What you will do: How many lines in the material below contain the string "Plateau"? Answer with the number alone.

================================

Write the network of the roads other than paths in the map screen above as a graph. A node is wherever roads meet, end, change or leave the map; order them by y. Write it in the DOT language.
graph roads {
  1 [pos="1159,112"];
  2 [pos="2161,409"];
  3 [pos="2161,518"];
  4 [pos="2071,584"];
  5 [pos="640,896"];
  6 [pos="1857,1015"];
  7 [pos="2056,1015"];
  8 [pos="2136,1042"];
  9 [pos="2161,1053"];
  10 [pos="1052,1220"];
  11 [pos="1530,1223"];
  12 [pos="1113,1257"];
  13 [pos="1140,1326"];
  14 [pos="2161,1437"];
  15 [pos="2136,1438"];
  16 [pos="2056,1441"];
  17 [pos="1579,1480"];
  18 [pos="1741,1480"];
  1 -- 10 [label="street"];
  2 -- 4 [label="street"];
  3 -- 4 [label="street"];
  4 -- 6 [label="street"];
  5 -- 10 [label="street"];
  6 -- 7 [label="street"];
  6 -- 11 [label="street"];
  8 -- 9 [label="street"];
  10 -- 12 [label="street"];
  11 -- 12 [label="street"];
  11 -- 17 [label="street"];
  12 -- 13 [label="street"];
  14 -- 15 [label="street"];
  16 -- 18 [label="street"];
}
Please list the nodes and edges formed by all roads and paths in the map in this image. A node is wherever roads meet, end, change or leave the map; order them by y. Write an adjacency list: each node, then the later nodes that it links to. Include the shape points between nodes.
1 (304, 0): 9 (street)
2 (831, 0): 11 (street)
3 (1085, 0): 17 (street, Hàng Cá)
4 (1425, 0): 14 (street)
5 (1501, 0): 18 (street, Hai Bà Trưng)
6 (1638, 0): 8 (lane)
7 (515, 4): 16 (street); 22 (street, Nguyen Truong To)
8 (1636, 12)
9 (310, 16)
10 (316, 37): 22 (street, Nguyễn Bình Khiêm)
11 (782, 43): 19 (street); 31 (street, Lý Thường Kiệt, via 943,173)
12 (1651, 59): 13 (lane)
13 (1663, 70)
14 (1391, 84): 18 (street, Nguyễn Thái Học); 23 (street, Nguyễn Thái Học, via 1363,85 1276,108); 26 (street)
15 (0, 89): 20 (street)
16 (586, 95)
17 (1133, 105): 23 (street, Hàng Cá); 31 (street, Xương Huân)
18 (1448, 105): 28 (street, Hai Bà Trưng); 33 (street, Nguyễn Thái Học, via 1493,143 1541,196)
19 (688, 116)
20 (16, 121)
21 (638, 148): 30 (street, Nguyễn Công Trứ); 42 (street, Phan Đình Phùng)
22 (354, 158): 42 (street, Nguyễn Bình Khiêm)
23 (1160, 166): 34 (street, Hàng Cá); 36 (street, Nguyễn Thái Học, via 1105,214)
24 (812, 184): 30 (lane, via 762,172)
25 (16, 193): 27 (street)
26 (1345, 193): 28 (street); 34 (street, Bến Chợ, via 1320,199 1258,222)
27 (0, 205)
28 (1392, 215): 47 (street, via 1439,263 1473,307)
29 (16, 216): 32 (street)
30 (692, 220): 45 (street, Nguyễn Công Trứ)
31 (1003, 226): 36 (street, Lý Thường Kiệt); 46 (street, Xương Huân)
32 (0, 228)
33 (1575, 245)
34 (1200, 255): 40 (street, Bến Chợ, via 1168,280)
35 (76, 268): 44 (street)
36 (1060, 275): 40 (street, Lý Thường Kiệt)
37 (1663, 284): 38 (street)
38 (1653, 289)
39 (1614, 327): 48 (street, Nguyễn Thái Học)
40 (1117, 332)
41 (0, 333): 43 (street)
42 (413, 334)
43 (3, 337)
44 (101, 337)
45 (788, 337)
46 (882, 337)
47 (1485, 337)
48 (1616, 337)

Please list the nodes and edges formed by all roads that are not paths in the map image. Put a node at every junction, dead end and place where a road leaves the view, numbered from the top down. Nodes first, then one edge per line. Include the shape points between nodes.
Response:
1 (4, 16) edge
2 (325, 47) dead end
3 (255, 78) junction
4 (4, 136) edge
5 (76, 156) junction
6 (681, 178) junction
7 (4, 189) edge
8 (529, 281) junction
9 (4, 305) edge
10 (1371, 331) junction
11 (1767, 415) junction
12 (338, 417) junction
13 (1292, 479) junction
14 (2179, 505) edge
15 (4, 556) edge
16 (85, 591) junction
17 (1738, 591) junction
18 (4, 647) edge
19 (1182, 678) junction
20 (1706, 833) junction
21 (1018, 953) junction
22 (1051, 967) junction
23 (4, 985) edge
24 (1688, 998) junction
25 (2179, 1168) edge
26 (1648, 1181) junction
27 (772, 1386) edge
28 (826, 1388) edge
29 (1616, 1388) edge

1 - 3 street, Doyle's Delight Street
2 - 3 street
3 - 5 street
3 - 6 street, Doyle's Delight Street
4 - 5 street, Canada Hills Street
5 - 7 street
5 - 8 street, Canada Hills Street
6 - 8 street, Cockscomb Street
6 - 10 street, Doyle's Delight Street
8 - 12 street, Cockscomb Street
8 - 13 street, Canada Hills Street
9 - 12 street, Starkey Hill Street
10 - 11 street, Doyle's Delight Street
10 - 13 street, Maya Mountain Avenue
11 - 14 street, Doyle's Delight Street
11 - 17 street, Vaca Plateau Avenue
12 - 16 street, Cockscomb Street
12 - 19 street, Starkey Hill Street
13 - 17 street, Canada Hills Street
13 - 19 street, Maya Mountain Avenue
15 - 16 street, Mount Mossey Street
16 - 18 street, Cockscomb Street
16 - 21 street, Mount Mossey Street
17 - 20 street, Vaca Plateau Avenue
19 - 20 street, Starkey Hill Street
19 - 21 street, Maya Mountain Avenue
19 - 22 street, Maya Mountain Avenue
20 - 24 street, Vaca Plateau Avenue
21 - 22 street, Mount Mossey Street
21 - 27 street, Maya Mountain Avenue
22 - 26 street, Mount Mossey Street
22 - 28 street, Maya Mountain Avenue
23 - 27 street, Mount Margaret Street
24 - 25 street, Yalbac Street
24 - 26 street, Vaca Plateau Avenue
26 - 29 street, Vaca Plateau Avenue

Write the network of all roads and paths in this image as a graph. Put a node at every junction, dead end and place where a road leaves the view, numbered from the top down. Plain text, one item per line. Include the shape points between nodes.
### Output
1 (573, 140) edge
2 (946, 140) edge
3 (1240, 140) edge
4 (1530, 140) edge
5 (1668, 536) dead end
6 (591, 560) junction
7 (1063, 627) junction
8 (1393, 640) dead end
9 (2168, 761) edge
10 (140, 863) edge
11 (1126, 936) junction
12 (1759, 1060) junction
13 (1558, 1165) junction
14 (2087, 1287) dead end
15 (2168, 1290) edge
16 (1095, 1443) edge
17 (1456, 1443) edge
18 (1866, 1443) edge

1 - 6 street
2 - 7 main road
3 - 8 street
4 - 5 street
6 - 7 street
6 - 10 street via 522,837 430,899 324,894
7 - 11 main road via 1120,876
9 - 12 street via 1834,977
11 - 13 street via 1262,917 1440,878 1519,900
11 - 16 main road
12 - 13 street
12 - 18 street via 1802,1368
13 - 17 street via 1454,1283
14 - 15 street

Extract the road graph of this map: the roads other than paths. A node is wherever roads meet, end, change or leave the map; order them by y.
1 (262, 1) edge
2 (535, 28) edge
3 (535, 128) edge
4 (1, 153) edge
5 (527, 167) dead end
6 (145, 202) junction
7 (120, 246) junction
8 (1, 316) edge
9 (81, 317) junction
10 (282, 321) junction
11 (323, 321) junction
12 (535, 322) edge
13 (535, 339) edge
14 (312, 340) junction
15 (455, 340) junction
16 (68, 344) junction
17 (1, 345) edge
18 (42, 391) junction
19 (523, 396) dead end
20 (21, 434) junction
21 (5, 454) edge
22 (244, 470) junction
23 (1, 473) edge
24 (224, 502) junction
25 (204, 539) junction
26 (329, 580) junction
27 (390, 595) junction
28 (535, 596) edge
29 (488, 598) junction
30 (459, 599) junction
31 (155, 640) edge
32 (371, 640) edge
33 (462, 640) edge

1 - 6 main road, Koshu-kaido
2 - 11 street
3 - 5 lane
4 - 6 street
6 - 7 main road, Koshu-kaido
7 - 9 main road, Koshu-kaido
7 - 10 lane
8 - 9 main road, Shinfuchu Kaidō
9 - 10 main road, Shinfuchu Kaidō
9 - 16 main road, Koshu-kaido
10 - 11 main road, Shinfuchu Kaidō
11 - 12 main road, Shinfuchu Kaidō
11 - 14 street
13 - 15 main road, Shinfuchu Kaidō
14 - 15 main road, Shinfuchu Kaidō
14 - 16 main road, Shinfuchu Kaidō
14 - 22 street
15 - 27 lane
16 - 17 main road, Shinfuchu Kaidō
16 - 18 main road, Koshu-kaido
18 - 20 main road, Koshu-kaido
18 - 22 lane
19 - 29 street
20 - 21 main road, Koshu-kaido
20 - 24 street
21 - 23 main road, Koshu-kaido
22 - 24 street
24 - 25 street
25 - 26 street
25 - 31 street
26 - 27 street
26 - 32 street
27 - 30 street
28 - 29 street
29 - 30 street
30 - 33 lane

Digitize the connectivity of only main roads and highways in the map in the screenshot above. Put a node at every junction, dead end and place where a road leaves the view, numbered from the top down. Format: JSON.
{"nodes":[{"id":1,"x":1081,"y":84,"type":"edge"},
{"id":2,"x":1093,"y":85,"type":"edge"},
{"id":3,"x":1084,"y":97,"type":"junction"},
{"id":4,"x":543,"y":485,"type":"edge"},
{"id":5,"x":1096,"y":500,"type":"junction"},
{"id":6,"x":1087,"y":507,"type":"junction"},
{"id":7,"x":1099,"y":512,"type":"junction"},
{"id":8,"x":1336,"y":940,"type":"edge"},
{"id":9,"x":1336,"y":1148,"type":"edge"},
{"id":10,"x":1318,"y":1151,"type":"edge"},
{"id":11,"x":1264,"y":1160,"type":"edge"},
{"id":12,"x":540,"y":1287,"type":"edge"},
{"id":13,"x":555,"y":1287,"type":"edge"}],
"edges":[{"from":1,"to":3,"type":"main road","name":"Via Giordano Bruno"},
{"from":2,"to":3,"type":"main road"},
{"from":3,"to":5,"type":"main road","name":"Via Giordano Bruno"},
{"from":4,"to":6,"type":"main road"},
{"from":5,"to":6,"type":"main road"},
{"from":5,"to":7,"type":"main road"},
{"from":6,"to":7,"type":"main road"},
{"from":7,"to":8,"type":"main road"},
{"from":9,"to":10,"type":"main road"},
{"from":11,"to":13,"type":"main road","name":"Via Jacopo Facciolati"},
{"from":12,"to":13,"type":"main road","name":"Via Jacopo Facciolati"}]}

================================

Completed task: 5